Published in final edited form as: Neuron. 2020 Nov 24;109(2):257–272.e14. doi: 10.1016/j.neuron.2020.11.002

Fig. 4. Repression of ATP6V1A leads to neuronal malfunction in human NGN2-neurons and Aβ42 transgenic flies.

Fig. 4.

A, ATP6V1A gene editing by the CRISPR/dCas9-KRAB system. 6 different gRNAs are designed for targeting the ATP6V1A promoter. TSS: transcription start site. ATG translation initiation codon is in exon 2. B, qRT-PCR analysis (n = 4) confirms the decreased ATP6V1A RNA by gRNA candidates 1 & 2 (i1 and i2) in 2 independent cell lines of iNs (i.e., C1 and C2). C-D, Representative WB and quantitative analysis (n = 4) of ATP6V1A protein level in iNs. β-Actin is a loading control.

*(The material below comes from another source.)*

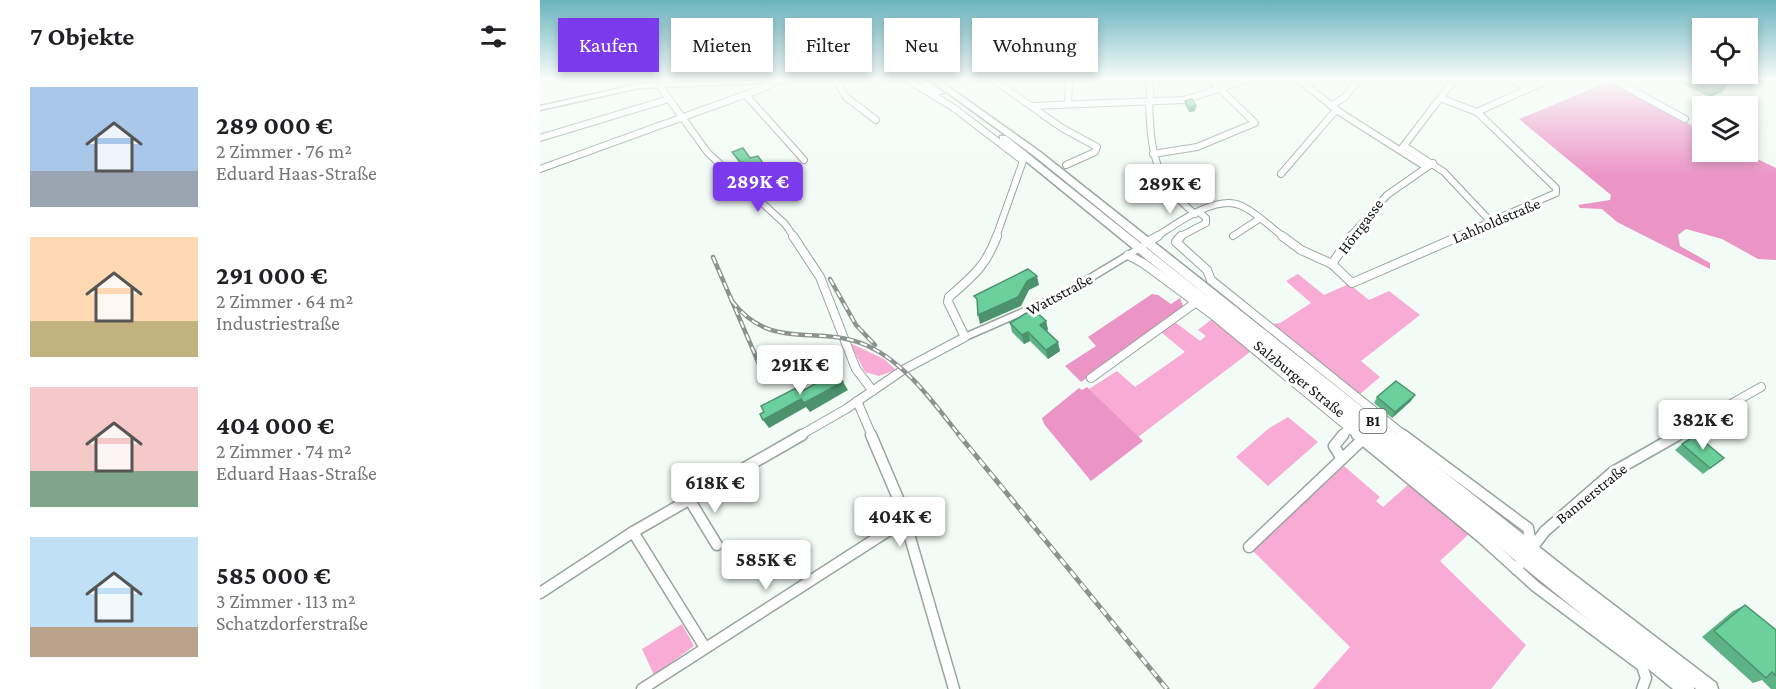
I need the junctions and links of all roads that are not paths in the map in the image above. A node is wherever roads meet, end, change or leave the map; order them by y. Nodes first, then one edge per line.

E-F, Representative raster plots of spike events over 10 min and analysis (n = 6~45 wells) of D21 iNs. G, Current-voltage (I-V) plot for inward sodium (INa) and outward potassium (IK) currents. Current density (pA/pF) is shown. Holding potential was −80 mV. H, Representative examples of putative inward voltage-gated sodium current at 0 mV. I, Bar plot shows mean inward sodium current densities at 0 mV for ATP6V1A KD (n=17) and control neurons (n=18), (p = 0.015). J, Box plots show the fraction of neurons that displayed a full action potential (AP), spikelets, or no events with a current injection step (0.1 nA) positive to the threshold for control and KD neurons. Inset shows representative examples of AP & spikelet. K, Representative confocal images of synaptic proteins (SYN1, red; HOMER1, green) and pan-neuronal marker MAP2 (blue). Bar, 20 μm. L, Analysis of SYN1 and HOMER1-immunoreactive puncta numbers (n = 3). M-N, Representative WB and quantitative analysis (n = 4) of SYN1 and HOMER1 levels. O-P, Multi-electrode array after exposure to 5 μM Aβ at 24 hours. O, Plate map of total spike events; P, Analysis of spike events (n = 12 wells). Q, mRNA levels of Vha68–1 and Vha68–2 were decreased in the Aβ42 fly heads (n = 4). R, Vha68–1 KD in neurons exacerbated locomotor deficits caused by Aβ42 as revealed by climbing assay. n = 5 except for 7-day (n = 2). S, Neuronal KD of Vha68–1 significantly worsened neurodegeneration in Aβ42 fly brains. Representative images show the central neuropil of 33-day-old fly brains. Scale bars: 50 μm. Percentages of vacuole areas (indicated by arrows) were analyzed. n = 12–24 hemispheres. T, mRNA levels of genes related to synapse biology were significantly reduced in Aβ42-expressing flies with neuronal KD of ATP6V1A/Vha68–1 (n = 4). See also Fig. S1621. (See Fig. 3 for statistical test and P value annotations).